In Veghel steken ze met een inmiddels groot team hun effort in de ontwikkeling van de accu’s voor elektrische machines. “We hebben een accu ontwikkeld die je kunt wisselen.” Dezelfde batterij die moeiteloos in een andere machine van Staad geplaatst kan worden. De vergelijking met handgereedschap is snel gemaakt, het principe bij de grote accu’s is niet anders. “Je bent hierdoor een stuk flexibeler.”
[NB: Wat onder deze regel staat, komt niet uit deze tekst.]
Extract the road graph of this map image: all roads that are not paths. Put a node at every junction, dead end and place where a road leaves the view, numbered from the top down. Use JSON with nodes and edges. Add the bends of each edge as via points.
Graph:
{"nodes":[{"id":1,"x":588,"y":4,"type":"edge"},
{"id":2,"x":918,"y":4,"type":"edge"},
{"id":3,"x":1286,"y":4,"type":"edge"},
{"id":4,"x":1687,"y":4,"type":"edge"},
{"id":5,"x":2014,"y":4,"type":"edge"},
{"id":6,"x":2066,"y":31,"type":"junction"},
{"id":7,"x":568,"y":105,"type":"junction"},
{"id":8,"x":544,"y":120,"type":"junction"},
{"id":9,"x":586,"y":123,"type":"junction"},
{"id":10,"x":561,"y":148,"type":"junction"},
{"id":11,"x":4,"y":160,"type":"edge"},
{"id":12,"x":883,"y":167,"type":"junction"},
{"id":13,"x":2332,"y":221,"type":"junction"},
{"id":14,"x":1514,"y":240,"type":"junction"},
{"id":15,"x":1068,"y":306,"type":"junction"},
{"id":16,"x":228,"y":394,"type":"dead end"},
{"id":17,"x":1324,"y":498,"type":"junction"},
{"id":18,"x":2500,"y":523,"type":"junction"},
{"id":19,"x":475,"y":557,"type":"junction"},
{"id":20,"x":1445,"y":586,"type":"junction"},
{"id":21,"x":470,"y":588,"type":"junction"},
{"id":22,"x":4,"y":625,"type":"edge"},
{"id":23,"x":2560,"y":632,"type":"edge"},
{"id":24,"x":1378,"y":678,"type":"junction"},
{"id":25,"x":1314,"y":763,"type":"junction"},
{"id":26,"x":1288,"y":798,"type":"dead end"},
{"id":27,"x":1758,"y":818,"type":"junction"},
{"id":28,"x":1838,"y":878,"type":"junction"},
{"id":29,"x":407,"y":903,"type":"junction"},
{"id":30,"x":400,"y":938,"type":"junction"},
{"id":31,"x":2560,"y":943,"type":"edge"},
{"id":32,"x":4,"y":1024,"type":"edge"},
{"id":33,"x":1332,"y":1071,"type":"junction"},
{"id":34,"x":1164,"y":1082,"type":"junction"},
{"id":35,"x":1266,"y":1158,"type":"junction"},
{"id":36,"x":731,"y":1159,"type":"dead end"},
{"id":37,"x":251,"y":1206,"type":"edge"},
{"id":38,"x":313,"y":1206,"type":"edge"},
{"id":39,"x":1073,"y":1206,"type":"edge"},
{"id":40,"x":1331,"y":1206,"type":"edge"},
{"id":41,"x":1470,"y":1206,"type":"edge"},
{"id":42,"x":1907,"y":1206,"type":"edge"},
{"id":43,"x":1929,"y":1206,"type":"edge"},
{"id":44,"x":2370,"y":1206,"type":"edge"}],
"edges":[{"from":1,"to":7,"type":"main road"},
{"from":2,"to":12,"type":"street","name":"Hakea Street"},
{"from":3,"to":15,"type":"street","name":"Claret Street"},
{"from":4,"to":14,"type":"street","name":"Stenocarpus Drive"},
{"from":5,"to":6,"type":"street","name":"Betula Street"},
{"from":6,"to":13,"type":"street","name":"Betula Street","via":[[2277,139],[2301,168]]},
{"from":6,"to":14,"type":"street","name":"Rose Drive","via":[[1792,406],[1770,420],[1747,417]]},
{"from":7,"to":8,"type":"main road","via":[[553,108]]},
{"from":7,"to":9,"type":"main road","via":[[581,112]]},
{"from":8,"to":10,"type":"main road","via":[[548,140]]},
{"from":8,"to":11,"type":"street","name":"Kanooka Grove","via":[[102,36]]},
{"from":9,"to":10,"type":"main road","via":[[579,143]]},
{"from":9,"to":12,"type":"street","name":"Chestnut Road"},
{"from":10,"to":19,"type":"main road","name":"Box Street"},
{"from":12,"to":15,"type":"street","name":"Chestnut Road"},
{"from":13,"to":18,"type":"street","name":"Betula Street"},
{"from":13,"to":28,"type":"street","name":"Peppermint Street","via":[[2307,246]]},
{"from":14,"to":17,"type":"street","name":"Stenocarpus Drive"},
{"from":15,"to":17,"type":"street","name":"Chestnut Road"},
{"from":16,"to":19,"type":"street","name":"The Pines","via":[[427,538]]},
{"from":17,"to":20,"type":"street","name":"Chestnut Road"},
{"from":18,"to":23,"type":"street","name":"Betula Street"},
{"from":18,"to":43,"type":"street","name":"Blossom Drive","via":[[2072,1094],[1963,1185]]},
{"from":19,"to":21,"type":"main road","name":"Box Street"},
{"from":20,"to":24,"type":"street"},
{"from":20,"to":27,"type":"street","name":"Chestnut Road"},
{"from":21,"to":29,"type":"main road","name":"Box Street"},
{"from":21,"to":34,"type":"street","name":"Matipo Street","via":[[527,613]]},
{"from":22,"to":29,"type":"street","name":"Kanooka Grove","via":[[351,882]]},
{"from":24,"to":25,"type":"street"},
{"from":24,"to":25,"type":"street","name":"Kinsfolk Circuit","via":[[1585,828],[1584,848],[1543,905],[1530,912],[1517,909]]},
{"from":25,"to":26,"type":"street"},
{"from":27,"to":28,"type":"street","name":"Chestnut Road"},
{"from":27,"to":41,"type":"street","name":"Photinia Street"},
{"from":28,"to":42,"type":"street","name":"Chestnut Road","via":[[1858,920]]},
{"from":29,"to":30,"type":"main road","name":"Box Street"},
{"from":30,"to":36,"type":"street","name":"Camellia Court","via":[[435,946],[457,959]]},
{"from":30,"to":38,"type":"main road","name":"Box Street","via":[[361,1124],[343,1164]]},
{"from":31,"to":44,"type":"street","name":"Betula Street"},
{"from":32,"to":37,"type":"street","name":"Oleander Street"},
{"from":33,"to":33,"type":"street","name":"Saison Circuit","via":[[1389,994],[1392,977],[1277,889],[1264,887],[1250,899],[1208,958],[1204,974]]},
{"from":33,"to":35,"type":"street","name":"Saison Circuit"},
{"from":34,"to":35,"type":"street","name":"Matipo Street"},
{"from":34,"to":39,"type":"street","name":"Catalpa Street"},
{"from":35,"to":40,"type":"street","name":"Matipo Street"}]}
Staadegaard haalt het voorbeeld aan van het werk bij een dijkverzwaring. Werk dat een elektrische machine net zo goed uitvoert als een dieselvariant. De vraag is daar dan alleen wel: hoe laad je je op? “Op een dijk is geen stekker te bekennen en iedere avond de zware machine op een vrachtwagen zetten om elders op te laden is ook geen optie. Wat je nu doet, is alleen de batterij eruit halen en die opladen waar je wilt.”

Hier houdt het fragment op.